The company has far-flung operations. In Canada's Saskatchewan province, BHP produces potash, a primary raw material used to manufacture fertilizers and a top priority for the global titans of mining. In Australia it operates a coal-producing joint venture with Mitsubishi that has mining projects in Australia. Its Australian minerals businesses include not only iron ore, coal, and potash, but also copper and uranium. Its Chilean operations include a 58% stake in the Escondida mine, one of the world's largest and lowest-cost copper producers. BHP's oil and gas operations are worldwide, ranging from its Shenzi deepwater oil and gas field in the Gulf of Mexico to onshore natural gas production in Pakistan.
As a result of global demand for its resources, BHP Billiton turned in a good performance for 2011. Strong demand from China and other developing countries helped contribute to BHP's sharp increase in revenue that year. The company recorded net sales of $71.7 billion (up 36% from 2010) and a net income of $23.7 billion (up 86%). It also achieved record production for most of its commodities, including its 11th consecutive record in iron ore.
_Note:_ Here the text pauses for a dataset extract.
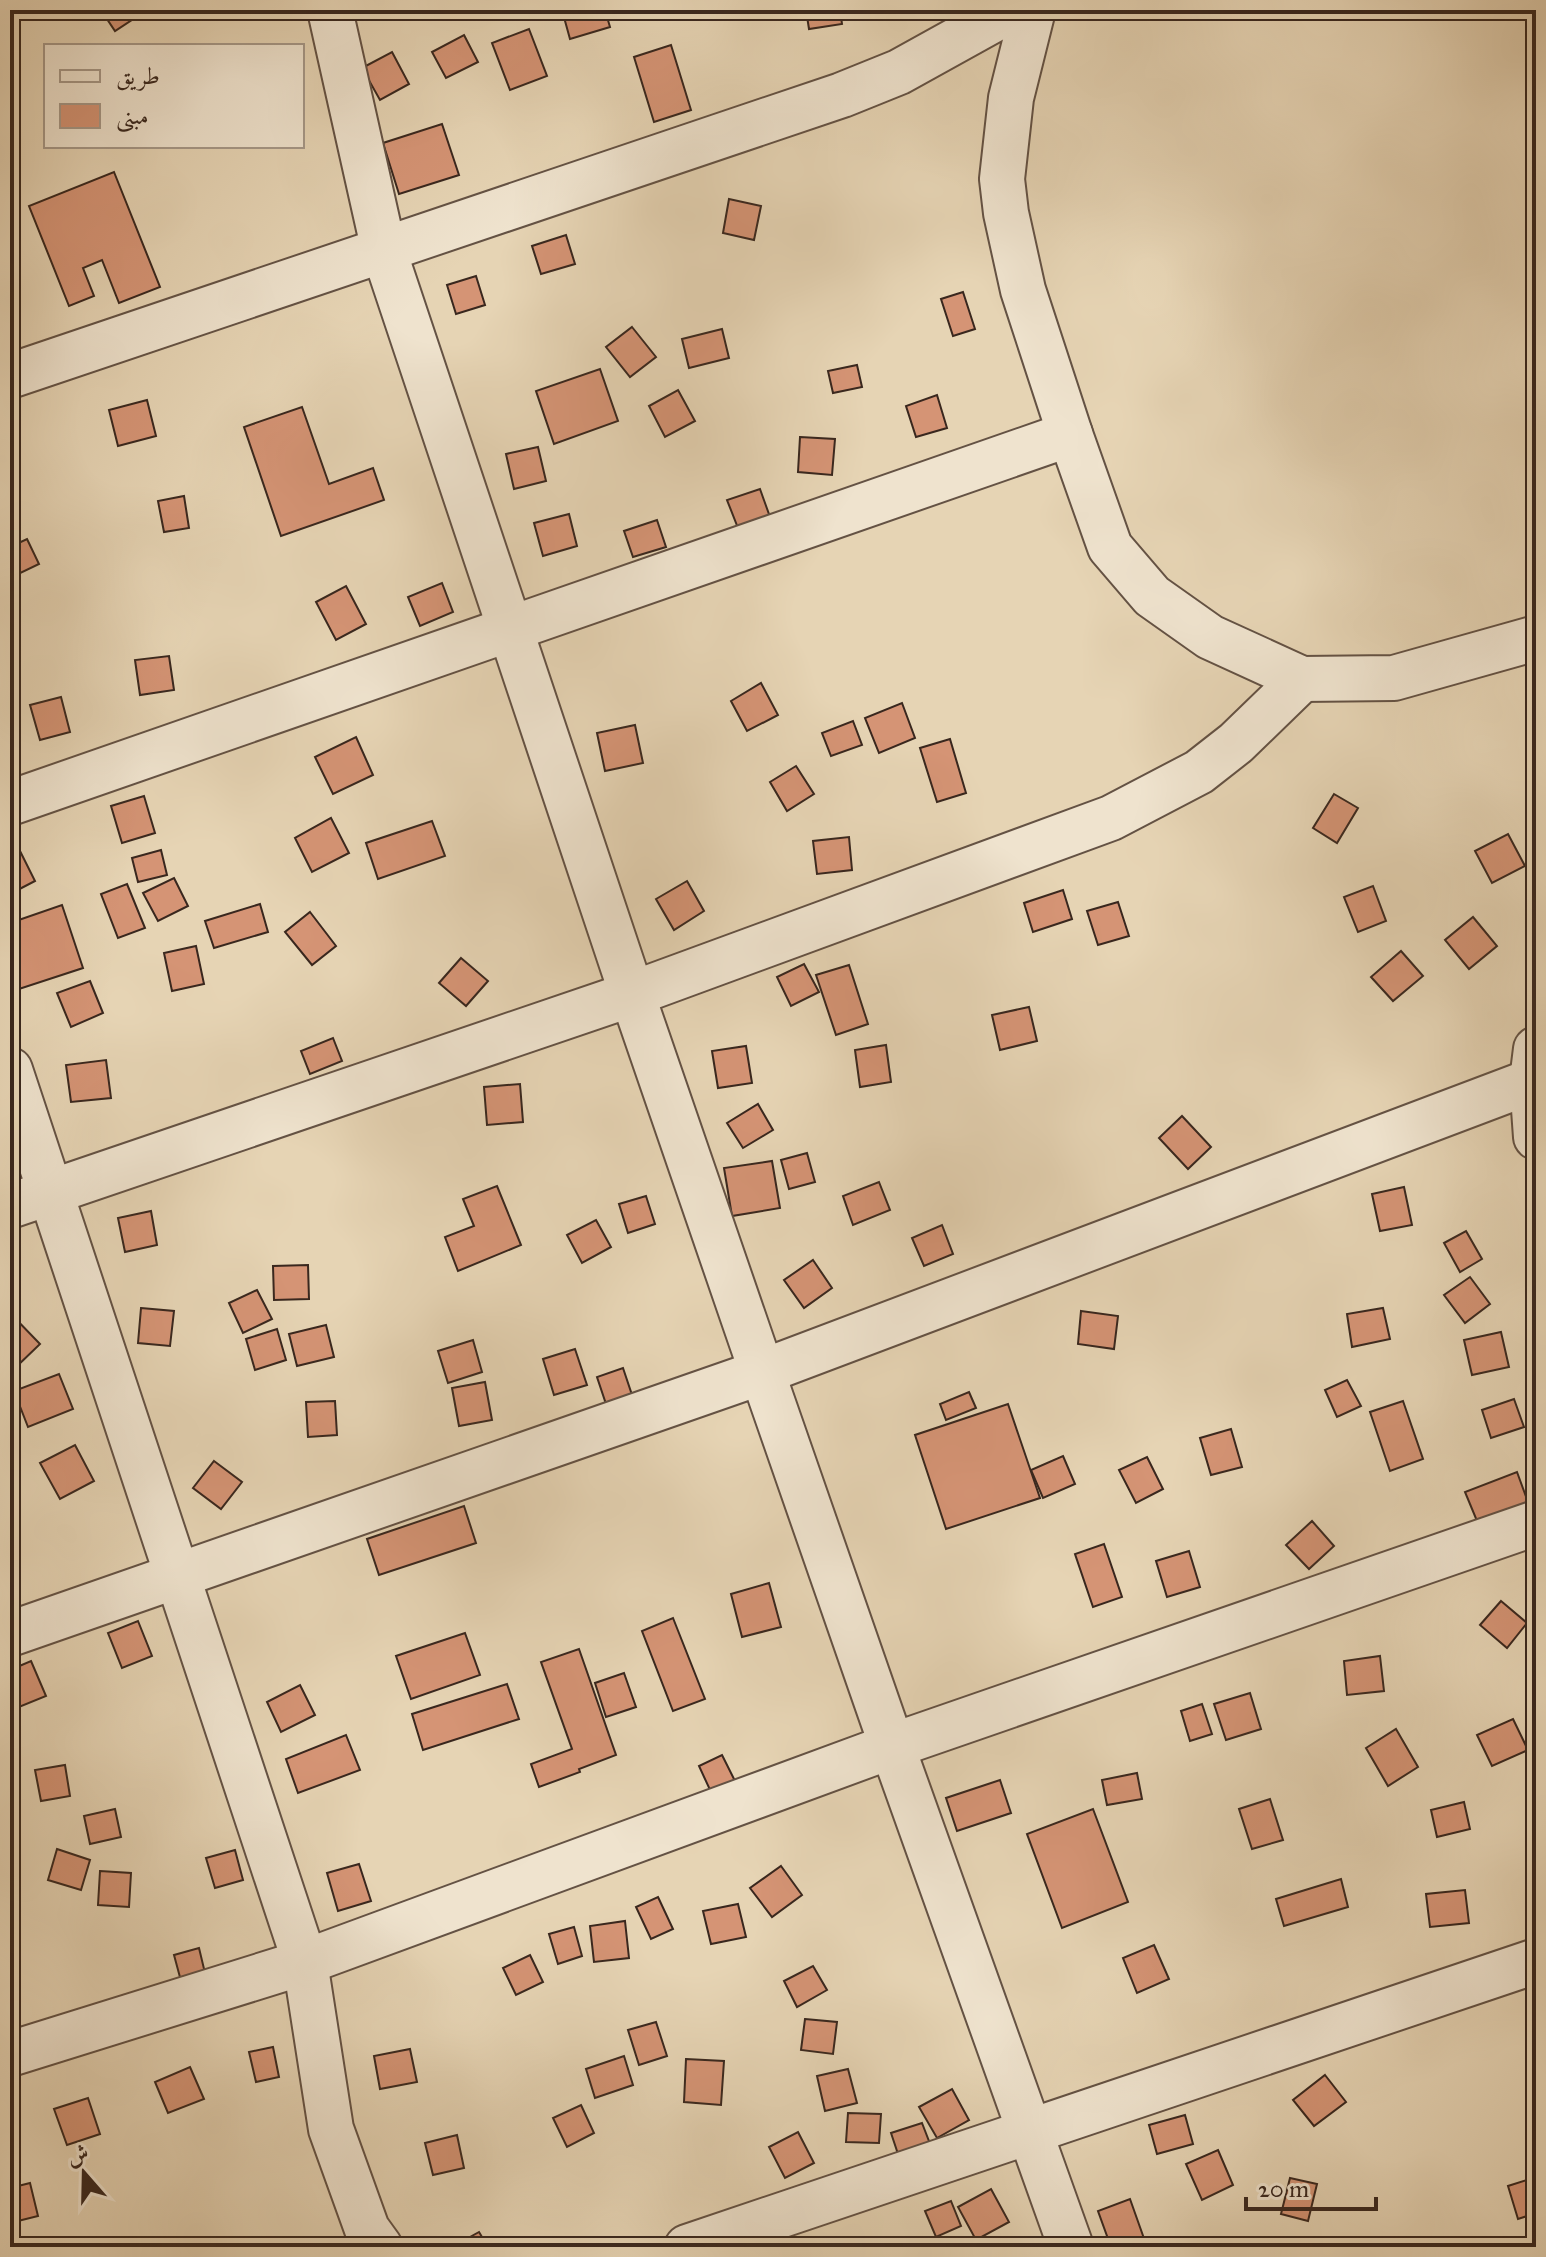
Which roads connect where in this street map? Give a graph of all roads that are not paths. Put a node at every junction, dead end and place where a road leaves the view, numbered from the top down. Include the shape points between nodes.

The company has created a diversified portfolio of tier one natural resources by investing in large, high-quality, low-cost assets. In addition to strategic acquisitions, BHP seeks organic growth through investments in major projects for its segments. In 2011 it poured about $13 billion in 11 projects to help grow several of its businesses: natural gas, iron ore, coal, copper, and diamonds. The company expected its organic growth program to exceed more than $80 billion in new development spending by 2015.
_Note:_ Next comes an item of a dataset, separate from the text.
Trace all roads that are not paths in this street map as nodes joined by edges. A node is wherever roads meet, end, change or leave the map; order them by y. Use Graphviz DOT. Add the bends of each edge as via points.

With mineral prices falling rapidly in 2012, however, the company may not meet its $80 billion spending target for investments and is reviewing its expansion plans. The price of iron ore, for example, has declined 29% since the company announced its plans for investments in early 2011.
Recent investments in on-shore shale assets in the US are also cause for concern. In 2011 BHP acquired Chesapeake Energy Corp.'s Fayetteville shale gas holdings in Arkansas for $4.75 billion. That year it also acquired Petrohawk Energy, another US-based gas producer with projects in the Eagle Ford and Haynesville shale plays, for $15.1 billion. In 2012, natural gas prices began to plummet. Although the company defended the long-term growth outlook for the shale assets, it did not rule out a possible writedown later that year for those investments.
Following the Petrohawk announcement in 2011, BHP acquired three subsidiaries of HWE Mining, a company owned by Leighton Holdings, for $735 million. The HWE Mining subsidiaries provide contract iron ore mining services in Western Australia to BHP, and the acquisition allows the company to both own and operate the mines.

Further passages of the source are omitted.